=== Dataset excerpts ===

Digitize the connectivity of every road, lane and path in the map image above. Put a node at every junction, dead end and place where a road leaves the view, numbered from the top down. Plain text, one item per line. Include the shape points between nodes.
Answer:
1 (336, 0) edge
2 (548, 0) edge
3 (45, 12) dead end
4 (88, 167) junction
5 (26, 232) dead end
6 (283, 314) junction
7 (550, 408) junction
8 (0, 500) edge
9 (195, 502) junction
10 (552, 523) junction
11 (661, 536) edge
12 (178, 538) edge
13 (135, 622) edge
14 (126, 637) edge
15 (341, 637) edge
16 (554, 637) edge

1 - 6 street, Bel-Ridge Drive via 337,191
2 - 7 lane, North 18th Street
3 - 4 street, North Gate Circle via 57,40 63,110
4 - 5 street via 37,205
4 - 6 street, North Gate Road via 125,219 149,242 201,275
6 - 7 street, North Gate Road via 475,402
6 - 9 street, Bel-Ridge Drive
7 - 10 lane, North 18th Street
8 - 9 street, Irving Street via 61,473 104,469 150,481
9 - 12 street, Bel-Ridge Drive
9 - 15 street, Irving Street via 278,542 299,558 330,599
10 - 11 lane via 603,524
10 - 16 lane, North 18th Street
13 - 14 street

===
=== Dataset excerpts ===

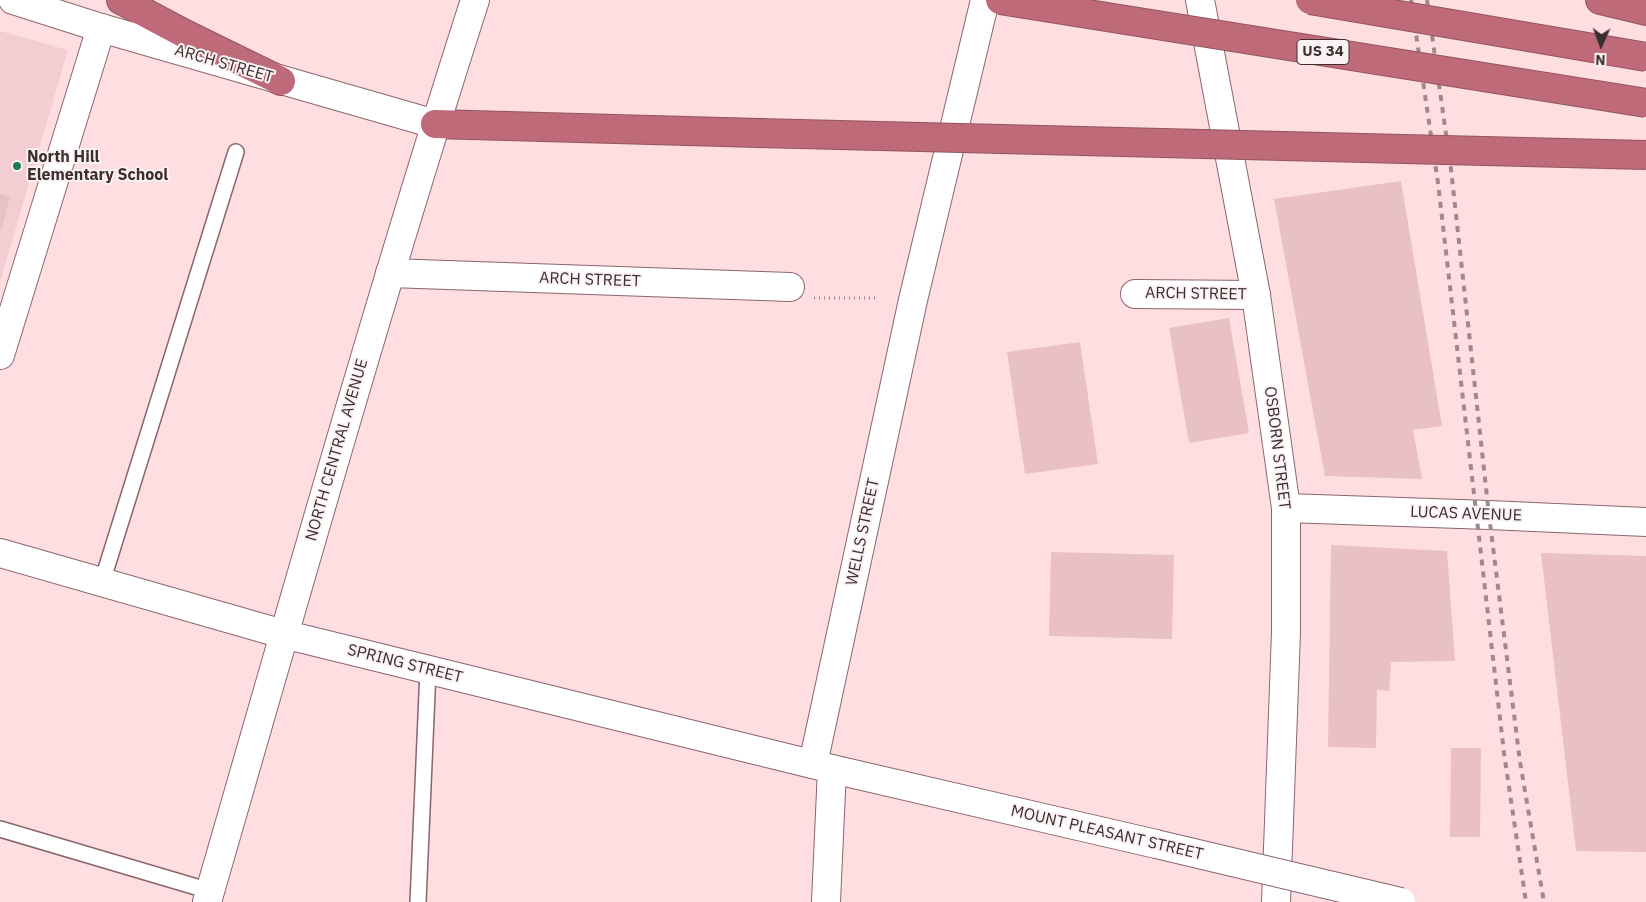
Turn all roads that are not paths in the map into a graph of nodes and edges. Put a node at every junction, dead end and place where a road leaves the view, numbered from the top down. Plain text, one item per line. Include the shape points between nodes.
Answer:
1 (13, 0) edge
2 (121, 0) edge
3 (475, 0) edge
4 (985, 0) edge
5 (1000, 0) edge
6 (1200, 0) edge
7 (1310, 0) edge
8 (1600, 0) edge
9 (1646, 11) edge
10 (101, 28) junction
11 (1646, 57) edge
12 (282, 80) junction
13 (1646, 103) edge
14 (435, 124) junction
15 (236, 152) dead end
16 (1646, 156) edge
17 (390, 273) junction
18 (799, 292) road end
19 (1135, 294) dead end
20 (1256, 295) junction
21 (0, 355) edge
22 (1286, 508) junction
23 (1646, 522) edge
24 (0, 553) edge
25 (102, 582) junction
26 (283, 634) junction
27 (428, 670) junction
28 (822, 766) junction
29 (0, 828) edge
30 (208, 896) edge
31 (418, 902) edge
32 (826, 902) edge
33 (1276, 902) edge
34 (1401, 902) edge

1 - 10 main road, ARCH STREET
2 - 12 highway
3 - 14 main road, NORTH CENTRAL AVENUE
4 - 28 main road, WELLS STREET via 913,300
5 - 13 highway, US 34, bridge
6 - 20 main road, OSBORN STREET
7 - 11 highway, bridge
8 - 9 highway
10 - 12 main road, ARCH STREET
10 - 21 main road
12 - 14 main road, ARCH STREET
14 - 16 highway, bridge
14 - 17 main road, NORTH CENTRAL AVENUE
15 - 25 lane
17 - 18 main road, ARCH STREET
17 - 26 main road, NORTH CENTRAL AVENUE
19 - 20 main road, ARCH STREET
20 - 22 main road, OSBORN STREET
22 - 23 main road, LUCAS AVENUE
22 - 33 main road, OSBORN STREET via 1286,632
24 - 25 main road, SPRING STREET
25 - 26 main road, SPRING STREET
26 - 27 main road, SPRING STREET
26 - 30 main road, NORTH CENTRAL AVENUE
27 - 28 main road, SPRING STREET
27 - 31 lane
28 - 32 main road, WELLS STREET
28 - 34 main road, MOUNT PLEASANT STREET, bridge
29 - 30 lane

===

Check each line of the data for the string "node" and state how many lines contain it, without any other output.

2